Posted on 02/11/2007 7:31:48 AM PST by sionnsar

[Folks, ken5050 pointed out this comment on the article posted yesterday titled Atlanta: Bishop to St. Andrews in the Pines: "I am in charge now...", on property ownership in that dispute. --sionnsar]

If it turns out that the property was titled in the name of the Diocese, then St. Andrew's will have a real challenge in court (not unwinnble, though, because the parishioners clearly have interest in the property having contributed money over the years).

However, the Dennis Canon should be irrelevant here. Even if it were passed before the parish was formed (I'm not sure), Georgia courts are very loathe to reach deep into denominational laws to enforce anything. The courts should handle this as a straight-forward real estate case, based on the questions of who holds title, who contributed money, and whether the owner of title signed away rights in any subsequent contract.

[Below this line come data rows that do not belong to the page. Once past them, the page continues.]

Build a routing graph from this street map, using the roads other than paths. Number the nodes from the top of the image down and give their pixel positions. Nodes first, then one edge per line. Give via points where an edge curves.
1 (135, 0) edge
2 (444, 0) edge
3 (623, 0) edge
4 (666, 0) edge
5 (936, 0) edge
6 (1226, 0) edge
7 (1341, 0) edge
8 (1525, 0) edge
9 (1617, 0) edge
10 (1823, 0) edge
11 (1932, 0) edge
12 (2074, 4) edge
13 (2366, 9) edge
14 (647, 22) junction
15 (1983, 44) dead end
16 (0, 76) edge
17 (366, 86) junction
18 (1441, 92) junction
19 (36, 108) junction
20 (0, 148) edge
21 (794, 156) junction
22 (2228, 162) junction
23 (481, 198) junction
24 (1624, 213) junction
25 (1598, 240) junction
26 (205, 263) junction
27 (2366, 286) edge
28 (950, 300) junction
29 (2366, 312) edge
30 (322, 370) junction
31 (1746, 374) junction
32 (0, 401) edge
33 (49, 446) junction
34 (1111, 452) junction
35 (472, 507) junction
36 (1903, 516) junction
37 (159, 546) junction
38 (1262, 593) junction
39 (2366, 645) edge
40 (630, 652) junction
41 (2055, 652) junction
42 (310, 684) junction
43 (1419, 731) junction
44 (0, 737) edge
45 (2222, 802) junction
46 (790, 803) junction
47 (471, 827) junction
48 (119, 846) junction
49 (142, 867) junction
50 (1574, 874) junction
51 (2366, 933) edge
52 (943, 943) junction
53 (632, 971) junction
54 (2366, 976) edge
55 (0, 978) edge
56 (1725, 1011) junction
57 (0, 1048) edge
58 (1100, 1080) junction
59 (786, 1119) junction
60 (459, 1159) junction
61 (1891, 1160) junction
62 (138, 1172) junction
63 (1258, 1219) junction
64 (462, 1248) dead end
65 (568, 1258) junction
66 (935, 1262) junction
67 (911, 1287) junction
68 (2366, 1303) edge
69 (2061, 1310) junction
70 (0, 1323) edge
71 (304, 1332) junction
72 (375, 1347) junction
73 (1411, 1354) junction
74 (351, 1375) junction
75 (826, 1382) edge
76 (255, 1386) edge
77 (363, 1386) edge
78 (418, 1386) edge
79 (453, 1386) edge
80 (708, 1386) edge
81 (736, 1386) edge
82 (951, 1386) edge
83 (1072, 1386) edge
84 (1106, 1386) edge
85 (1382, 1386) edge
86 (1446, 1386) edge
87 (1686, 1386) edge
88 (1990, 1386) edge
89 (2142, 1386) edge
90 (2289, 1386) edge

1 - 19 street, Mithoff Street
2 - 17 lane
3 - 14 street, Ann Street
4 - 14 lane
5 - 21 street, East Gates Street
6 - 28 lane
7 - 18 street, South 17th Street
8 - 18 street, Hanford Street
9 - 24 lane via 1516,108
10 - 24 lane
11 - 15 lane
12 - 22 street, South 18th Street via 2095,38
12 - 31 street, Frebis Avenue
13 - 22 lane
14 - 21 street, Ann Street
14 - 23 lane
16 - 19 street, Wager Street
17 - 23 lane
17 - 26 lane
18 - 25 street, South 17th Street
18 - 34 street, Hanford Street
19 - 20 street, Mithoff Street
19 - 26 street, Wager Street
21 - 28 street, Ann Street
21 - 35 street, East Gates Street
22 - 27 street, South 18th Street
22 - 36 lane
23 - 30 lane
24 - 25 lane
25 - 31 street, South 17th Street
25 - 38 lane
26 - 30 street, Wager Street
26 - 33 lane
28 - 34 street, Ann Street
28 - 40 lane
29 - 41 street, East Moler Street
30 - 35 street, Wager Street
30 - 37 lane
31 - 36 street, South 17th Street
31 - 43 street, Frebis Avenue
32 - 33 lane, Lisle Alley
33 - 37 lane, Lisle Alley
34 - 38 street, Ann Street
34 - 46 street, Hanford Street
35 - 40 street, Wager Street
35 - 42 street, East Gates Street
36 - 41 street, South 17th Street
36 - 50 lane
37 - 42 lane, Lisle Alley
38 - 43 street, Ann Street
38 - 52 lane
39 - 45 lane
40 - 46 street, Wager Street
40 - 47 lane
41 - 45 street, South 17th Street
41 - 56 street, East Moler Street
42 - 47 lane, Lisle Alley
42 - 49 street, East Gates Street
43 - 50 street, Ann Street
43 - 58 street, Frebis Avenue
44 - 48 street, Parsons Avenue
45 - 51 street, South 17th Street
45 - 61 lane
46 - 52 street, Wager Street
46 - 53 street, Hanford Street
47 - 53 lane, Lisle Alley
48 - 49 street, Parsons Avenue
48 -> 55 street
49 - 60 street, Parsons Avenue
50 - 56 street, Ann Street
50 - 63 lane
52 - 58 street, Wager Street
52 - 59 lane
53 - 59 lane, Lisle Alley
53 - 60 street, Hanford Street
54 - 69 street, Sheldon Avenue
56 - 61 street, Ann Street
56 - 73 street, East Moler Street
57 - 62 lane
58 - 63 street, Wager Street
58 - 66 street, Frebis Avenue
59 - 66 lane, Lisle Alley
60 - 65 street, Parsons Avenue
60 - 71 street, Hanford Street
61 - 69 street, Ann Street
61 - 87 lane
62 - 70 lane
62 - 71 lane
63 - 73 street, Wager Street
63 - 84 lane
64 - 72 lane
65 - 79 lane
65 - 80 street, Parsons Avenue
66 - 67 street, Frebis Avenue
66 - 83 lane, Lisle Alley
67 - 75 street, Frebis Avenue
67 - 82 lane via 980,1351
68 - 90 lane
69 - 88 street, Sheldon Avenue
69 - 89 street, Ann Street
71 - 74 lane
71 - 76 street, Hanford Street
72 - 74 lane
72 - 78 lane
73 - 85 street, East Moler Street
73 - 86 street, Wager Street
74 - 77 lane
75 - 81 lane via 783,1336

One excellent Georgia lawyer gave me the following illustration. If you own your home, and join Rotary, and then Rotary passes bylaws claiming that members' houses are held in trust for Rotary, and then you quit Rotary, do you have to sign over the title of your house to Rotary? Obviously not. Rotary can pass resolutions and bylaws until they're blue in the face, but that still doesn't give them ownership of your property because they had no original authority over your property to pass by bylaw to begin with. Likewise, if you (the parish) own your property, your membership in an organization (denomination) that's passed bylaws claiming ownership of your property is irrelevant. If you have the title, you paid for it, and signed no contract giving the denomination interest in your property, you should own it in the clear. The courts exist to enforce governmental law, not church law and not Rotary law.

I'm pretty sure that if the Diocese of Atlanta had title to the property, Alexander would have jumped to say so in his opening paragraph. He's actually put forward a weak case in his opening paragraph. Does he mean that the only thing he can point to, to claim ownership of the parish property, is a 1976 petition and a parish bylaw?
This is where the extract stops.